The expressions of very late activation antigen 4 (VLA-4), lymphocyte function associated antigen 1 (LFA-1), vascular cell adhesion molecule 1 (VCAM-1), and intercellular adhesion molecule 1 (ICAM-1) were determined immunocytochemically, and levels of soluble VCAM-1, ICAM-1, and E-selectin, by means of enzyme immunoassay technique. The volumes of T2- and T1-weighted MS plaques and brain atrophy were determined by means of the semiautomatic magnetic resonance imaging (MRI) segmentation technique.
A university hospital in Finland.
One hundred subjects (71 patients with MS and 29 healthy control subjects). The subtypes of MS were relapsing-remitting (RRMS [n=26]), secondary progressive (SPMS [n=20]), and primary progressive (PPMS [n=25]).
In patients with RRMS and SPMS, the expressions of VLA-4 and LFA-1 on immune cells from blood were at least 1.5- to 3-fold higher than in controls (RRMS, P=.002 and P<.001, respectively; SPMS, P=.03 and P=.001, respectively). In RRMS, LFA-1 and ICAM-1 expression in blood was more up-regulated than in SPMS (P=.03 and P=.01, respectively). The expressions of adhesion molecules on CSF lymphocytes in RRMS and SPMS were of similar magnitude, but the proportions of CSF VLA-4– and LFA-1–expressing lymphocytes were 3- to 4-fold higher than in controls (P=.04 and P=.008, respectively). The levels of serum soluble VCAM-1 were higher in SPMS than in RRMS (P=.005) or PPMS (P=.04). Intravenous methylprednisolone treatment of patients with RRMS in exacerbation caused a significant reduction in the serum levels of soluble VCAM-1 and E-selectin (P<.001).

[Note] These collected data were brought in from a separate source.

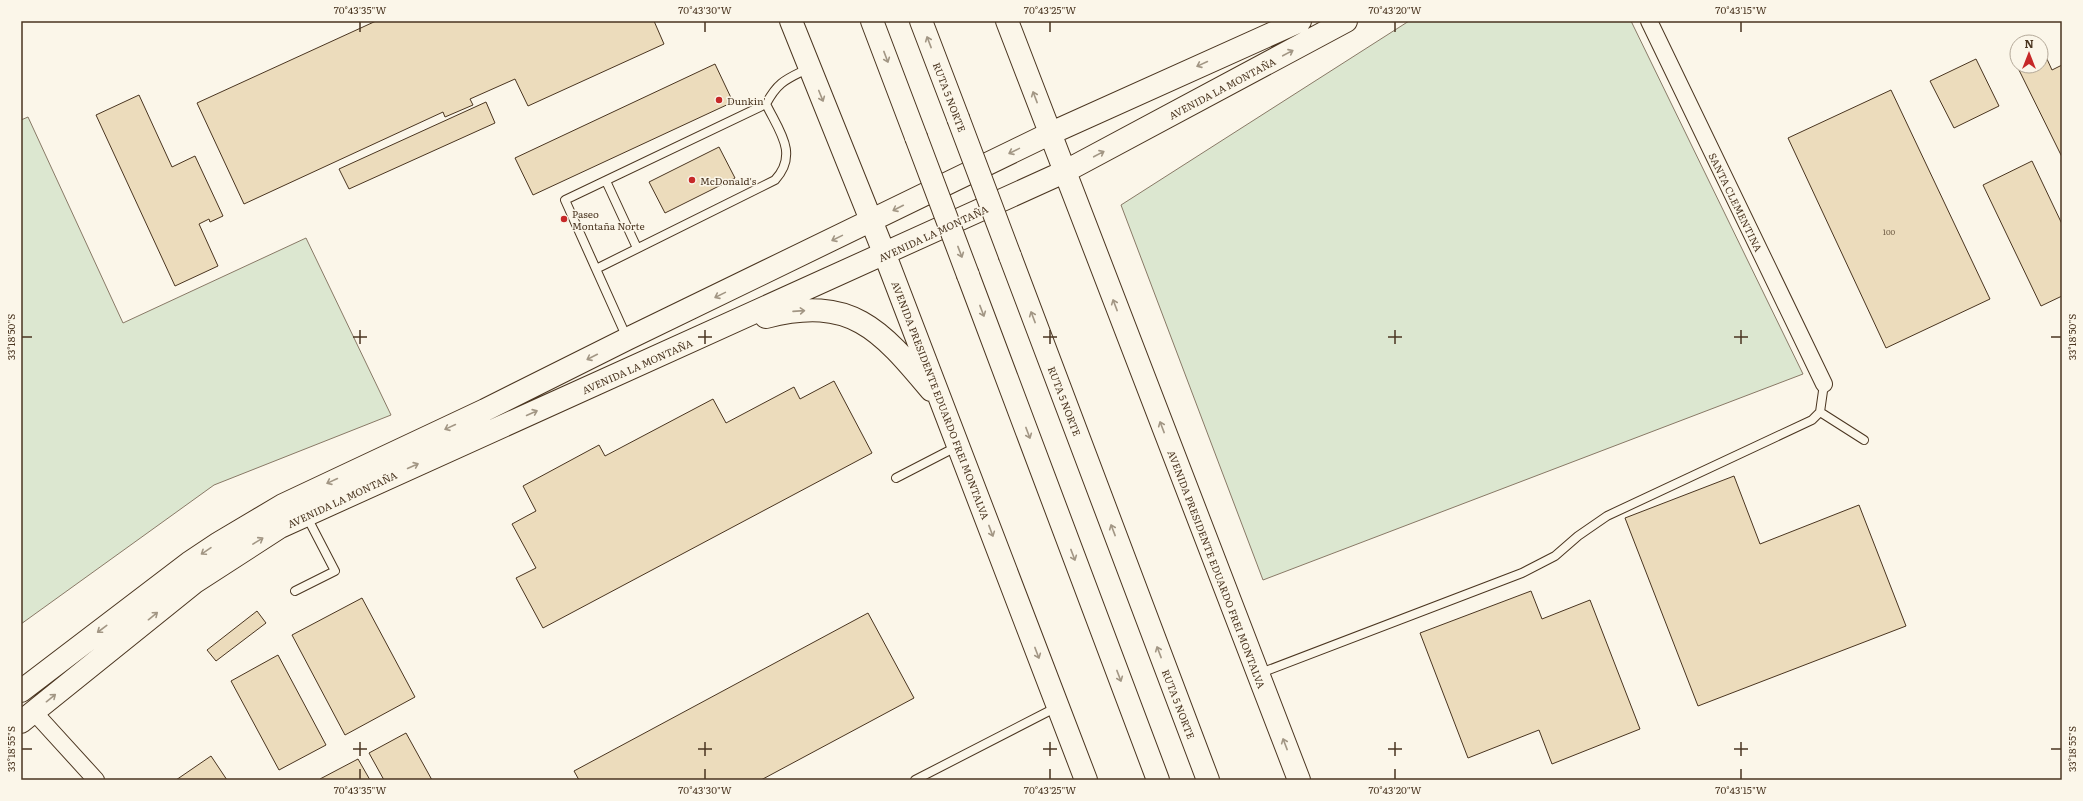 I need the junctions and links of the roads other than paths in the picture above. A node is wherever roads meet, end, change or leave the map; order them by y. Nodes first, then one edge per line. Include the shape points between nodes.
1 (791, 21) edge
2 (872, 21) edge
3 (922, 21) edge
4 (1006, 21) edge
5 (1300, 21) edge
6 (1346, 21) edge
7 (1649, 21) edge
8 (810, 67) junction
9 (766, 104) junction
10 (1049, 134) junction
11 (1064, 172) junction
12 (606, 181) junction
13 (872, 221) junction
14 (637, 248) junction
15 (885, 255) junction
16 (596, 268) junction
17 (720, 329) junction
18 (627, 339) junction
19 (1824, 384) joint
20 (942, 403) junction
21 (1820, 412) junction
22 (1864, 440) dead end
23 (958, 446) junction
24 (896, 478) dead end
25 (306, 514) junction
26 (296, 591) dead end
27 (1258, 674) junction
28 (21, 691) edge
29 (1058, 707) junction
30 (28, 717) edge
31 (96, 780) edge
32 (915, 780) edge
33 (1086, 780) edge
34 (1158, 780) edge
35 (1208, 780) edge
36 (1299, 780) edge

1 - 8 main road, AVENIDA PRESIDENTE EDUARDO FREI MONTALVA
2 -> 34 main road, bridge
35 -> 3 main road, RUTA 5 NORTE, bridge
10 -> 4 main road, AVENIDA PRESIDENTE EDUARDO FREI MONTALVA
5 -> 10 main road, AVENIDA LA MONTAÑA
11 -> 6 main road, AVENIDA LA MONTAÑA
7 - 19 street, SANTA CLEMENTINA
8 - 9 lane via 781,82
8 -> 13 main road, AVENIDA PRESIDENTE EDUARDO FREI MONTALVA
9 - 12 lane
9 - 14 lane via 787,149 787,160 775,180
10 - 11 main road, AVENIDA PRESIDENTE EDUARDO FREI MONTALVA
10 -> 13 main road, AVENIDA LA MONTAÑA
11 - 15 main road, AVENIDA LA MONTAÑA
27 -> 11 main road, AVENIDA PRESIDENTE EDUARDO FREI MONTALVA
12 - 14 lane
12 - 16 lane via 565,200
13 - 15 main road, AVENIDA PRESIDENTE EDUARDO FREI MONTALVA
13 -> 18 main road, AVENIDA LA MONTAÑA
14 - 16 lane
15 - 17 main road, AVENIDA LA MONTAÑA
15 - 20 main road, AVENIDA PRESIDENTE EDUARDO FREI MONTALVA
16 - 18 lane
17 -> 20 main road via 791,312 840,313 879,332
25 -> 17 main road, AVENIDA LA MONTAÑA
18 -> 28 main road, AVENIDA LA MONTAÑA via 251,523 189,563
19 - 21 lane
20 - 23 main road, AVENIDA PRESIDENTE EDUARDO FREI MONTALVA
21 - 22 lane
21 - 27 lane via 1803,425 1607,516 1555,556 1522,574
23 - 24 lane
23 -> 29 main road, AVENIDA PRESIDENTE EDUARDO FREI MONTALVA
25 - 26 lane via 334,571
30 -> 25 main road, AVENIDA LA MONTAÑA via 195,582 249,546
36 -> 27 main road, AVENIDA PRESIDENTE EDUARDO FREI MONTALVA
29 - 32 lane
29 - 33 main road, AVENIDA PRESIDENTE EDUARDO FREI MONTALVA
30 - 31 street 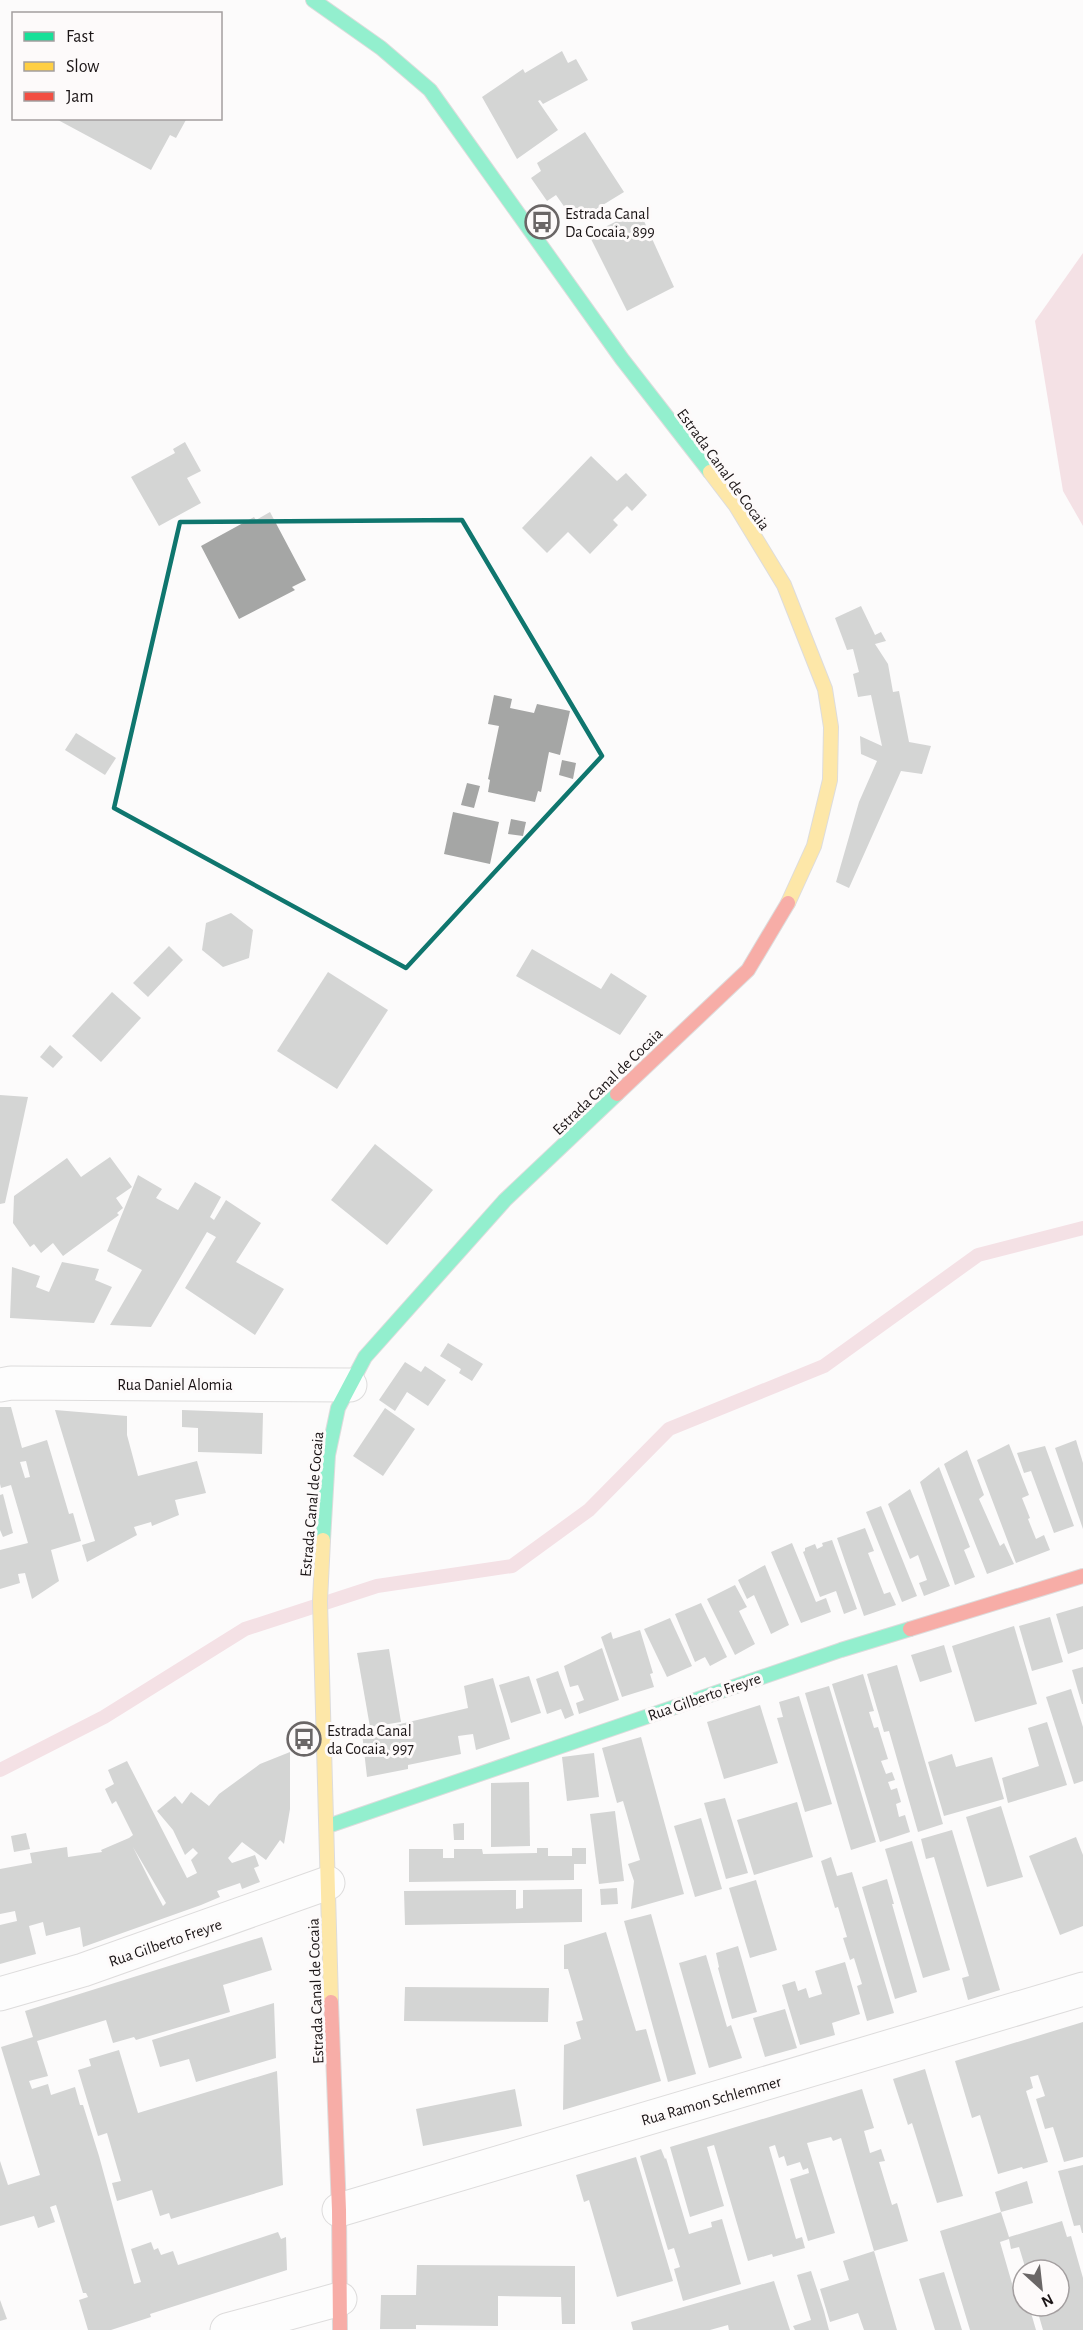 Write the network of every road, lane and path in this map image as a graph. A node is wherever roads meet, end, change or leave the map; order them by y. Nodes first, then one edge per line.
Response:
1 (312, 0) edge
2 (0, 1385) edge
3 (350, 1385) junction
4 (1083, 1576) edge
5 (328, 1826) junction
6 (328, 1883) junction
7 (1083, 1989) edge
8 (0, 1994) edge
9 (339, 2210) junction
10 (340, 2314) edge
11 (227, 2330) edge

1 - 3 main road, Estrada Canal de Cocaia
2 - 3 street, Rua Daniel Alomia
3 - 5 main road, Estrada Canal de Cocaia
4 - 5 main road, Rua Gilberto Freyre
5 - 6 main road, Estrada Canal de Cocaia
6 - 8 street, Rua Gilberto Freyre
6 - 9 main road, Estrada Canal de Cocaia
7 - 9 street, Rua Ramon Schlemmer
9 - 10 main road, Estrada Canal de Cocaia
10 - 11 street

In SPMS, the volumes of T2-weighted plaques correlated with the serum level of soluble ICAM-1 (r = 0.64; P = .03).
Up-regulated adhesion molecules in blood and CSF indicate sustained potential for inflammation in the CNS throughout the clinical spectrum of MS. Therapies interfering with cell adhesion may be of key importance in suppressing MS.